Segment Open

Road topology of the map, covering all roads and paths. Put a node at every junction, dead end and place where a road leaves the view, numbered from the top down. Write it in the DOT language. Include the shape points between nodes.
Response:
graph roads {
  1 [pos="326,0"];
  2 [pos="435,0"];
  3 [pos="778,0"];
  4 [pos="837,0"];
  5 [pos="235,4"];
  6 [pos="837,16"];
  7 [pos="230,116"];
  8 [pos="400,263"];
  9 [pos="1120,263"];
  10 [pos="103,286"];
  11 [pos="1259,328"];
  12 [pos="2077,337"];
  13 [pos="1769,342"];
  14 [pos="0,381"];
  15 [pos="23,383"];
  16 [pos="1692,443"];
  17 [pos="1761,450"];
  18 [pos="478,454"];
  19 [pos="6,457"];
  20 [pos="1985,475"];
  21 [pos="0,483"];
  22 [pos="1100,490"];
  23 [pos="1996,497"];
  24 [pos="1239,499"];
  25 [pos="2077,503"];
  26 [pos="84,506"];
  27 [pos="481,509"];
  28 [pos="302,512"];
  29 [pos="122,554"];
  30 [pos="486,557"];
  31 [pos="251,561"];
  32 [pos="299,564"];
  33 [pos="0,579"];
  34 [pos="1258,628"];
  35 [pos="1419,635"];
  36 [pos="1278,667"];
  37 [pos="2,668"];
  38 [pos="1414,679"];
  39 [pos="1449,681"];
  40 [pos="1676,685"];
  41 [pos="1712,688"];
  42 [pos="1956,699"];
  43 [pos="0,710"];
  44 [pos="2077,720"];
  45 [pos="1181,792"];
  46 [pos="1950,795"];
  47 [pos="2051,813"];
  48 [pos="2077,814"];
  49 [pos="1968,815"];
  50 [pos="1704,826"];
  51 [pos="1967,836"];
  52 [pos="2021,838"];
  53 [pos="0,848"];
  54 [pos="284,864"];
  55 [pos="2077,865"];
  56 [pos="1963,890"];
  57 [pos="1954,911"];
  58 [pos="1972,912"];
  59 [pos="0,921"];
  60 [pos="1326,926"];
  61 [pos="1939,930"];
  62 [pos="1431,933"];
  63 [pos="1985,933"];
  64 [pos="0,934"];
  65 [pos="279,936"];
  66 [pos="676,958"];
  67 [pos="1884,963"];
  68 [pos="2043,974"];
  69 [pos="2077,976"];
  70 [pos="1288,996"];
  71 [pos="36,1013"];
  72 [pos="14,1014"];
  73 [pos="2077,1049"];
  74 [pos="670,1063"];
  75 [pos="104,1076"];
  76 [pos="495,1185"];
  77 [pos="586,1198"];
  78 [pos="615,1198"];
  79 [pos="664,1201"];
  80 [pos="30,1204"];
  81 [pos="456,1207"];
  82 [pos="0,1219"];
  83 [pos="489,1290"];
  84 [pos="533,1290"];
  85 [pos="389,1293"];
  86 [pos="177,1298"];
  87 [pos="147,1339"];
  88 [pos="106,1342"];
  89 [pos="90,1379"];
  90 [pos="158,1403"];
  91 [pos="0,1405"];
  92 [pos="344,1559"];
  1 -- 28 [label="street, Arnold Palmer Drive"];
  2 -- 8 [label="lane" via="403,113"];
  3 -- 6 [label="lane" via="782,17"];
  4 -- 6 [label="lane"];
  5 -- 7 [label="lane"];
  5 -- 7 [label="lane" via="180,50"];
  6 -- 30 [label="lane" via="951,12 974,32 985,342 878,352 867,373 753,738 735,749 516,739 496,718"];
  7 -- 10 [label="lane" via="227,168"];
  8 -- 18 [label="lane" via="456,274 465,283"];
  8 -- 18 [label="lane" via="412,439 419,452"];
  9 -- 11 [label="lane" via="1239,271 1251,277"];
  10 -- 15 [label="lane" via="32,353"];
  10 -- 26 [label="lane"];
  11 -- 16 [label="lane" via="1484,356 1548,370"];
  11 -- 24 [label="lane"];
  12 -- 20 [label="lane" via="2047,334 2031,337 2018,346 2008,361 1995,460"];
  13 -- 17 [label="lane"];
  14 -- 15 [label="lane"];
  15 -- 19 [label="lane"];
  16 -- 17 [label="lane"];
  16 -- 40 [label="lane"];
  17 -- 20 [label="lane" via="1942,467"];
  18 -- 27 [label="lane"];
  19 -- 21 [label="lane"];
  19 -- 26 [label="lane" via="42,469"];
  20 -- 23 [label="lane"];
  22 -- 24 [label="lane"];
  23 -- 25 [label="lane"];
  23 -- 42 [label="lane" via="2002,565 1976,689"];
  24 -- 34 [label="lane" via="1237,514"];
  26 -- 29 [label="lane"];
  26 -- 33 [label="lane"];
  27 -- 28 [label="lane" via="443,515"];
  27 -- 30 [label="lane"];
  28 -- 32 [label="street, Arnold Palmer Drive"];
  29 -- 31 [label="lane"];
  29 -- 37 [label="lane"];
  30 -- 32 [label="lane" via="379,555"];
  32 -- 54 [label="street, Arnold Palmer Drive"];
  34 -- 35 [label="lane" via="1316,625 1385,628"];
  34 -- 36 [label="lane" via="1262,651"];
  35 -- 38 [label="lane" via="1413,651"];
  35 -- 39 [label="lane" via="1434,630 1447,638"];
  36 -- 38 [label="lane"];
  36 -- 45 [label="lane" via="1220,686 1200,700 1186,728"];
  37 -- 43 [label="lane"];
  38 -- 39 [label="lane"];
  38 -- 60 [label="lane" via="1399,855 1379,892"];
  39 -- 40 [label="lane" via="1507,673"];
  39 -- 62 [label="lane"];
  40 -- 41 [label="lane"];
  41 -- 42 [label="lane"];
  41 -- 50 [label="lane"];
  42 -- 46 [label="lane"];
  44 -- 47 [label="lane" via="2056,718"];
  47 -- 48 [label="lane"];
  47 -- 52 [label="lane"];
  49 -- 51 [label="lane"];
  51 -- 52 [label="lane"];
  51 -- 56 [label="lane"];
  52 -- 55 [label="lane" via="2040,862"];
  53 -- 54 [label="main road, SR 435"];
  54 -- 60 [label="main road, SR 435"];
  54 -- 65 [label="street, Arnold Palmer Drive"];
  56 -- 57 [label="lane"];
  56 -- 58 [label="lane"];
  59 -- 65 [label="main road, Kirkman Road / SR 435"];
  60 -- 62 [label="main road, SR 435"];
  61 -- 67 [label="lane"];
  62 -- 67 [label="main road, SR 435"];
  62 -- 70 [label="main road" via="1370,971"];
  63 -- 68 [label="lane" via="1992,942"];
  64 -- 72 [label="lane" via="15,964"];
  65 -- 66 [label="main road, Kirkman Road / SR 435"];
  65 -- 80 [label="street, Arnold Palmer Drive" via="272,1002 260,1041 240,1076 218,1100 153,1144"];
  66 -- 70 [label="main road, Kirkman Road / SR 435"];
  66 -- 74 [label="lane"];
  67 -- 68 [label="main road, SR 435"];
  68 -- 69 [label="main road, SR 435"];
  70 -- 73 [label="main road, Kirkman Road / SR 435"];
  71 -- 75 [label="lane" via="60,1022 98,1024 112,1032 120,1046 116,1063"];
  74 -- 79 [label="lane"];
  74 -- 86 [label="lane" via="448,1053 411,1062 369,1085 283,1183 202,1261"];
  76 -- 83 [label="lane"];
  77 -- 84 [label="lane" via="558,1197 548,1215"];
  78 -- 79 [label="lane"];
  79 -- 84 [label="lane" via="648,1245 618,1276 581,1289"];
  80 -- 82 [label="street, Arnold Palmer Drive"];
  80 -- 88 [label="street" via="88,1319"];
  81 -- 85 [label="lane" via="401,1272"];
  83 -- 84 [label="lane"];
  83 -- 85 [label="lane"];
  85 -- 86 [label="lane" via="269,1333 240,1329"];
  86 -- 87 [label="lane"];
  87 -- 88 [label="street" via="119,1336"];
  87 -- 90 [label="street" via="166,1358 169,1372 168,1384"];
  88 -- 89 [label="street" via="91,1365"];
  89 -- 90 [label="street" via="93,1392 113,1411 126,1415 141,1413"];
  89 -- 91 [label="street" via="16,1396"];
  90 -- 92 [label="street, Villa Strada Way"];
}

Segment Closed

[AIM OF THE TASK]
Check each line of the records for the word "Palmer", then state how many lines have it, as a number only.

[EXERCISE ANSWER]
6